▶ EXERCISE REQUIREMENTS
Copy out each line from the material where the word "that" is found.

▶ INPUT MATERIAL
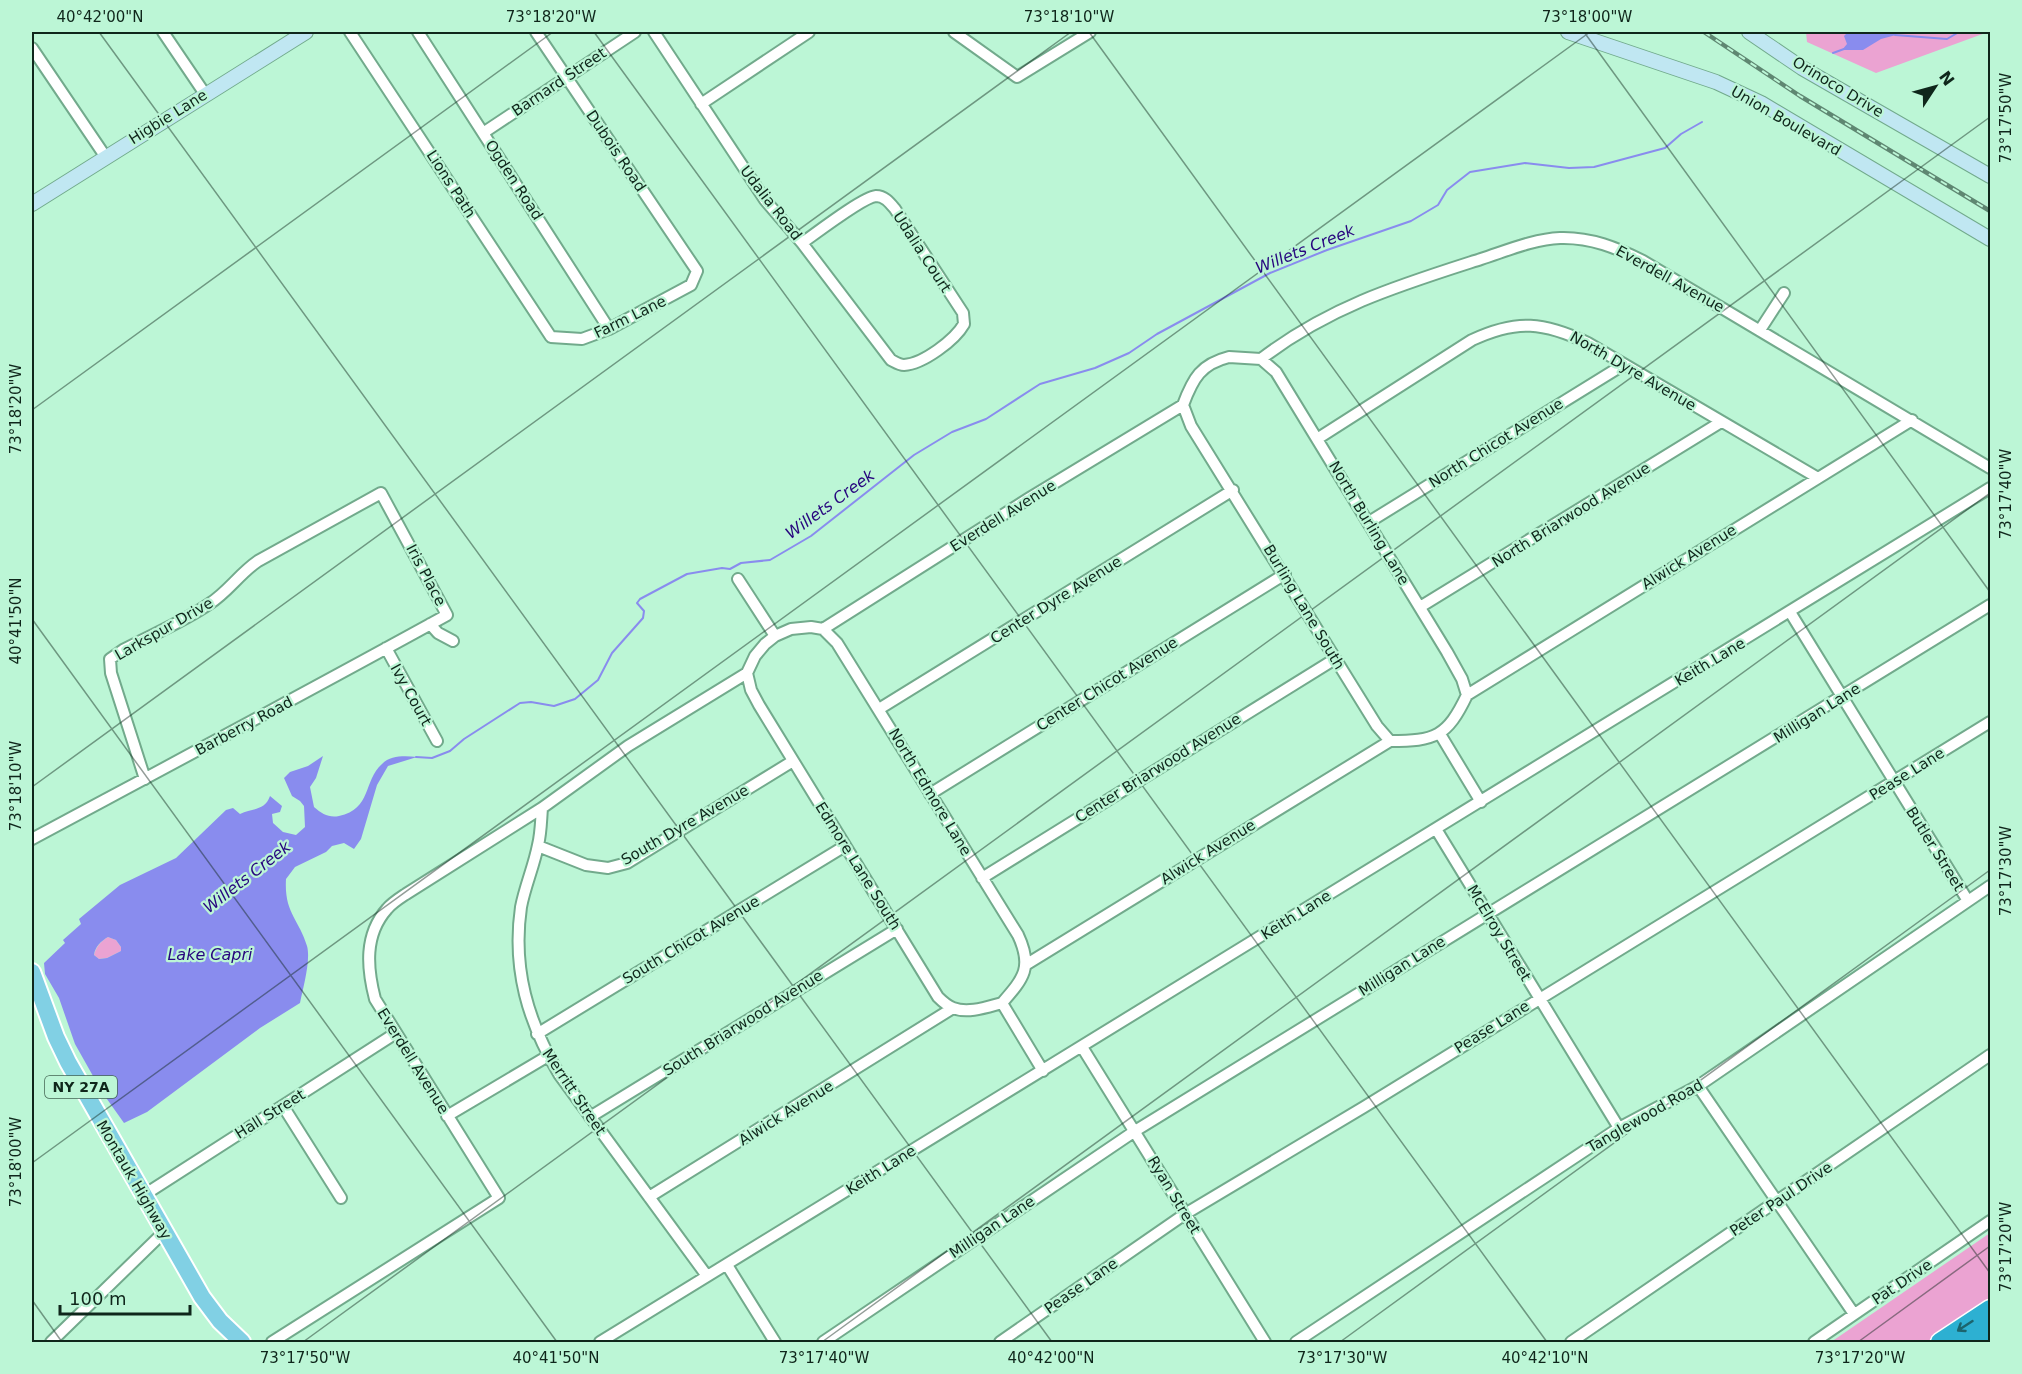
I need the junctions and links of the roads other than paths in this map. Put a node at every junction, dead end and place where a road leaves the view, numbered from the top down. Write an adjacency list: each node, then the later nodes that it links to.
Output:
...
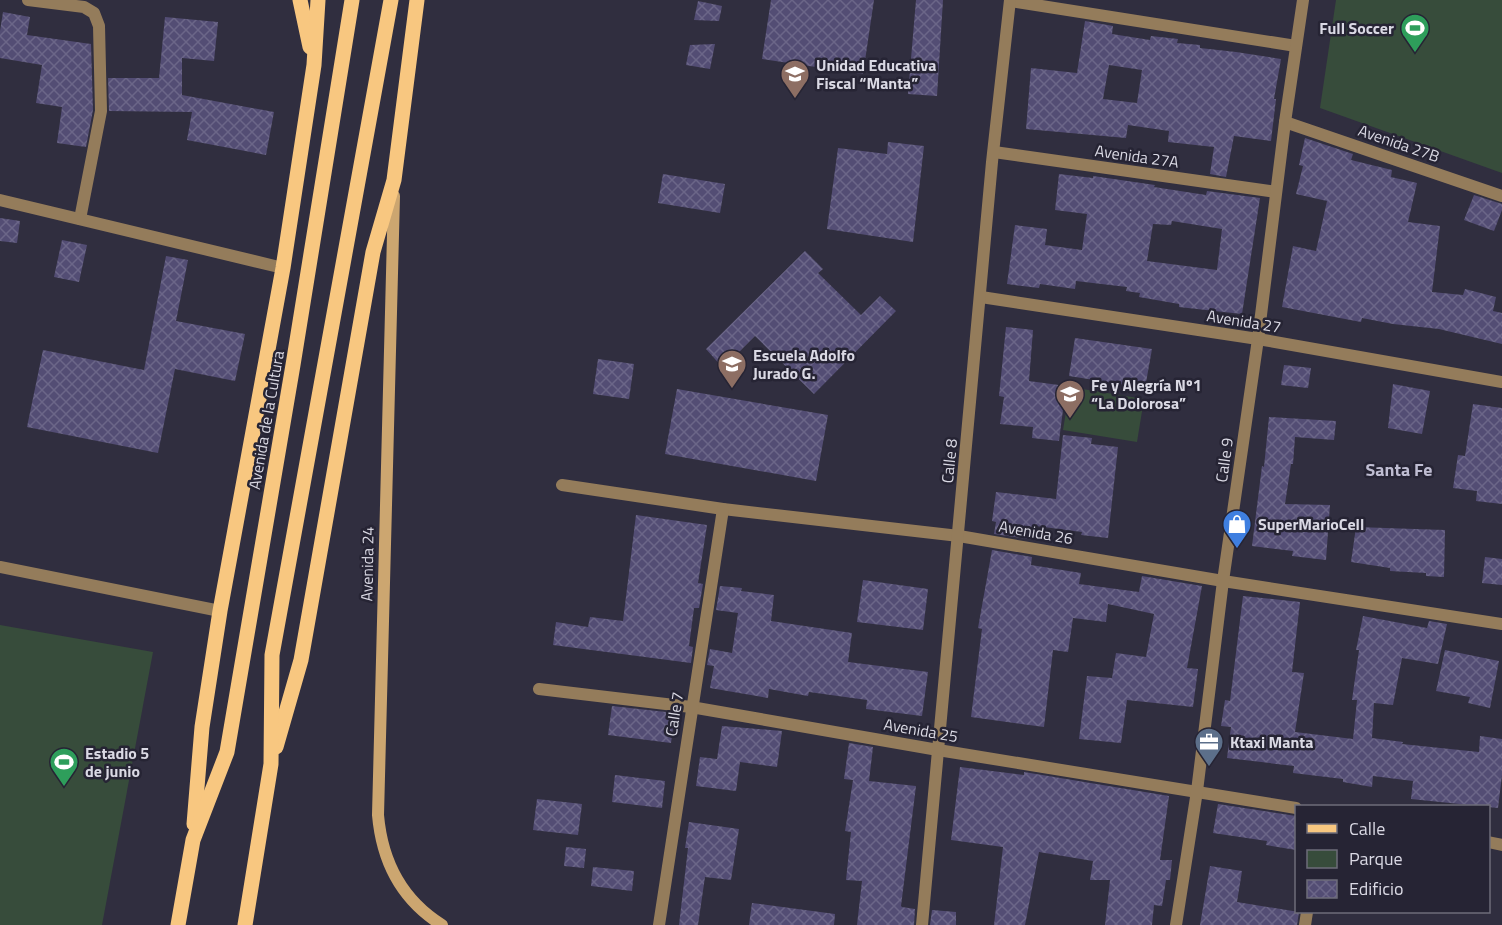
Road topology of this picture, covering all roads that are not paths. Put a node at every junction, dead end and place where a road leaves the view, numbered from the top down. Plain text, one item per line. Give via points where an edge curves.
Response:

▶ FINAL ANSWER
I need the junctions and links of the roads other than paths in this map. Put a node at every junction, dead end and place where a road leaves the view, numbered from the top down. Write an adjacency list: each node, then the later nodes that it links to.
Road topology of this picture, covering all roads that are not paths. Put a node at every junction, dead end and place where a road leaves the view, numbered from the top down. Plain text, one item per line. Give via points where an edge curves.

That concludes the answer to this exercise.